Overview
This project is funded by the Nuclear Doctoral Focal Award in Radiation Protection, Nuclear Safety and Environmental Sustainability (RAPTOR) which offers students a coordinated, industry-engaged route to develop cutting edge expertise. The goal is to train at least 60 PhD students to deliver practical solutions across the civil and defence nuclear sectors with work shaped by national priorities, scientific curiosity and real world needs from industry.
About this opportunity
The Department of Physics at the University of Liverpool is seeking to recruit an outstanding individual to join the RAPTOR doctoral training programme as a PhD student. The research project, a collaboration between the University of Liverpool and Mirion will utilise Artificial Intelligence / Machine Learning (AI/ML) approaches coupled with health physics (HP) instrument data to materially strengthen radioprotection (RP)
and ALARP in nuclear plants. This will be achieved by turning today’s point‑based measurements into predictive, physics‑consistent intelligence without replacing established RP practices or regulatory frameworks.
Mirion currently provides a range of HP instrumentation to nuclear plants including Fixed area gamma/neutron monitors, Airborne activity monitors (particulate, iodine, noble gas), Portal and contamination monitors, Portable survey instruments and Personal dosimeters. These are point measurements with limited special coverage, and the data are generally not well integrated. The goal would be to use AI/ML to augment these instrument data, connecting, and extrapolating under physical constraints. Applications could include:
- Continuous dose-rate field reconstruction producing a continuous 3D dose rate map to support radioprotection decision making for improved plant access control and worker dose minimisation.
- Enhanced task-based worker dose planning, predicting dose prior to tasks to support staffing levels, work sequencing and shielding.
- Plant contamination mapping to support access control, shielding and targeted clean-up
These use cases are particularly important for real-time outage ALARP support where the source term can change dynamically. The project will involve researching the state of the art in the emerging field of AI/ML to select the most effective approach. It will be important for regulatory approval for the models to be physics-constrained, respecting radiation transport physics and the relevant radioprotection physics. A relevant data strategy will be defined and deployed, including both modelled and actual Mirion plant instrumentation and health physics data. The student will build and train the models and test against traditional methods.

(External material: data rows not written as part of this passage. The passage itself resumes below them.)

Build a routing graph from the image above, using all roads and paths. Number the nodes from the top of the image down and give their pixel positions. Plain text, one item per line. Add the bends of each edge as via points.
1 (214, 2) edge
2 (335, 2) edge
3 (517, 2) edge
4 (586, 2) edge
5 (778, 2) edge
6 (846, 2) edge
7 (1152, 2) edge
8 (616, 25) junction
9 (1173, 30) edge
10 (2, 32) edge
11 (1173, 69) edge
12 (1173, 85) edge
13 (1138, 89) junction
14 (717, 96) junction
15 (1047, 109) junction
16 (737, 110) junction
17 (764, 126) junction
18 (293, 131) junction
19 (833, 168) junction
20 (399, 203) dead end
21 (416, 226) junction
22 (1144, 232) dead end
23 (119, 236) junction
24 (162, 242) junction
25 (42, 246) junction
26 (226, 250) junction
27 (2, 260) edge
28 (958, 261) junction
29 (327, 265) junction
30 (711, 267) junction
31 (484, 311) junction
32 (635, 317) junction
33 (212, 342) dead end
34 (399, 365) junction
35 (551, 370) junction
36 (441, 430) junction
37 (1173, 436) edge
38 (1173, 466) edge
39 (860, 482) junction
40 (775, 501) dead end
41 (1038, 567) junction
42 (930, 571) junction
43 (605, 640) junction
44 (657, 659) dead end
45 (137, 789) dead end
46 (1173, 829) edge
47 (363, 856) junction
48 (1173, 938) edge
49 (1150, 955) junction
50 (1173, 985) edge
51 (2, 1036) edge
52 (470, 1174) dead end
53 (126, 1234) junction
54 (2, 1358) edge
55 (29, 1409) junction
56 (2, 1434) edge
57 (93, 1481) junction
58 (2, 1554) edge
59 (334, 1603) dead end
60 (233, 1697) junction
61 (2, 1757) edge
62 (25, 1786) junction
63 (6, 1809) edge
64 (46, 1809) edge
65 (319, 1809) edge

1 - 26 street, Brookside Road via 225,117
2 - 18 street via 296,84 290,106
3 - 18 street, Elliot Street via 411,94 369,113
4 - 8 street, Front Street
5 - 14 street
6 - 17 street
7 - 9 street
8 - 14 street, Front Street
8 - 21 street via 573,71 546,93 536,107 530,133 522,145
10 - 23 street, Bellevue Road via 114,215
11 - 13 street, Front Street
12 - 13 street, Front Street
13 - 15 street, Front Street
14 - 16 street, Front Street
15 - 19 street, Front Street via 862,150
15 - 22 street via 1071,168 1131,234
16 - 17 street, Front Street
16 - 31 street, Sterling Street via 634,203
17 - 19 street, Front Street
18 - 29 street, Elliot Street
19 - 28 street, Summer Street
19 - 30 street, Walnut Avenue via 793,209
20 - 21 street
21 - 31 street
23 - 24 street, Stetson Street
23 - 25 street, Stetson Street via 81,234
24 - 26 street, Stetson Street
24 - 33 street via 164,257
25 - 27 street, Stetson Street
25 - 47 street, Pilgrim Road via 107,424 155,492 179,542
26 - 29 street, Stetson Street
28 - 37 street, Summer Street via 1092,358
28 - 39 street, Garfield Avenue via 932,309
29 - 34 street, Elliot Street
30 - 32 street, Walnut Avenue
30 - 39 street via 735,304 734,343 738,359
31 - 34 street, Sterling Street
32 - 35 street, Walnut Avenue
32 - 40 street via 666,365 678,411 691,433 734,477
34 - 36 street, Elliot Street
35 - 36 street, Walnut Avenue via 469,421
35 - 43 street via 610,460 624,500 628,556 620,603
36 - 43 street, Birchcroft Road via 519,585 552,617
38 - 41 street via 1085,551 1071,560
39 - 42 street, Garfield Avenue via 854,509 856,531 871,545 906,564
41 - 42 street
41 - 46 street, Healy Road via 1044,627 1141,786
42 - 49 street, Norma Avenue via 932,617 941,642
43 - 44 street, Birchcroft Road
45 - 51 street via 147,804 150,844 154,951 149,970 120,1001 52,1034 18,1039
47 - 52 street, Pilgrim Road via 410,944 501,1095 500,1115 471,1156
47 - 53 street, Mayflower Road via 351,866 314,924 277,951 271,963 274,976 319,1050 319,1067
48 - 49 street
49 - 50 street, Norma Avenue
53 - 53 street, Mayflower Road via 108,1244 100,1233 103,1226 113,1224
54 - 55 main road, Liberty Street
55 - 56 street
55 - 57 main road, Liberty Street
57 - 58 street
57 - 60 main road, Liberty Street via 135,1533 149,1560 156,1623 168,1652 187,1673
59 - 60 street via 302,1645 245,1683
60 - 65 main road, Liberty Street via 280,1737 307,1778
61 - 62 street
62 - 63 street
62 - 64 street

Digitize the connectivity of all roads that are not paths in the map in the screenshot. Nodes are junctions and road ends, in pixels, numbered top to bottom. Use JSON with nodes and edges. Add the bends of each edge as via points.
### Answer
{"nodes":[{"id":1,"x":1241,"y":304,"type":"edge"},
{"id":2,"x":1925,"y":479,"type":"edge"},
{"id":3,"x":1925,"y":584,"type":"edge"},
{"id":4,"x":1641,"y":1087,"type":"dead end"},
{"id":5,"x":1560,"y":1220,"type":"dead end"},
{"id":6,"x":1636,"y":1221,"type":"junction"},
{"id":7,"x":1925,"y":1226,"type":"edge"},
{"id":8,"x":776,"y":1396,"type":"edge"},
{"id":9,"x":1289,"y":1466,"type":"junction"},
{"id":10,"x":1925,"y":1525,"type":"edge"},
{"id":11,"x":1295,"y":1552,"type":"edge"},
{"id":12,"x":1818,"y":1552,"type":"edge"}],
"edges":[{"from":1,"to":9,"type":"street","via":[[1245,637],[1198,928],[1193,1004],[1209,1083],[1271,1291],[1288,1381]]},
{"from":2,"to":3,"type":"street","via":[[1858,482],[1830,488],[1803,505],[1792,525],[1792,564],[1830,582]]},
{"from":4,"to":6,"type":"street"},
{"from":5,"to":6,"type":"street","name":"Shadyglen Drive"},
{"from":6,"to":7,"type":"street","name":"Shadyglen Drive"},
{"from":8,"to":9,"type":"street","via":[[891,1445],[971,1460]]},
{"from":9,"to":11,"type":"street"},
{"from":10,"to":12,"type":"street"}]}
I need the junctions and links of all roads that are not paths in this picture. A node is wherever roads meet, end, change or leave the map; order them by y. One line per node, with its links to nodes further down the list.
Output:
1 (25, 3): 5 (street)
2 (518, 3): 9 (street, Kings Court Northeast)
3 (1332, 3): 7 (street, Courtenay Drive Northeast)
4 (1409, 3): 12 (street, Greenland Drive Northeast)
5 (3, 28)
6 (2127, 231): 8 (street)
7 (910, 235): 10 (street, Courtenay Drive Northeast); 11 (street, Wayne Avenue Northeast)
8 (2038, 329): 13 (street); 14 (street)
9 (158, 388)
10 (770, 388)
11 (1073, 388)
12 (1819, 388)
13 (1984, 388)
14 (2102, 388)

The student recruited to this project will be part of RAPTOR a new EPSRC doctoral training programme focused on radiation protection, environmental sustainability and nuclear safety. You will be based at the University of Liverpool and will undertake an intensive training programme in year 1 which leads to a PgCert, co-designed and co-delivered by partner institutions and Industry. This PhD programme offers a unique opportunity to join a vibrant, inclusive cohort focused on addressing major interdisciplinary challenges in nuclear science and engineering. It unites leading academic expertise with strong partnerships across the nuclear industry and will train students in nationally critical skills in cutting edge nuclear technologies.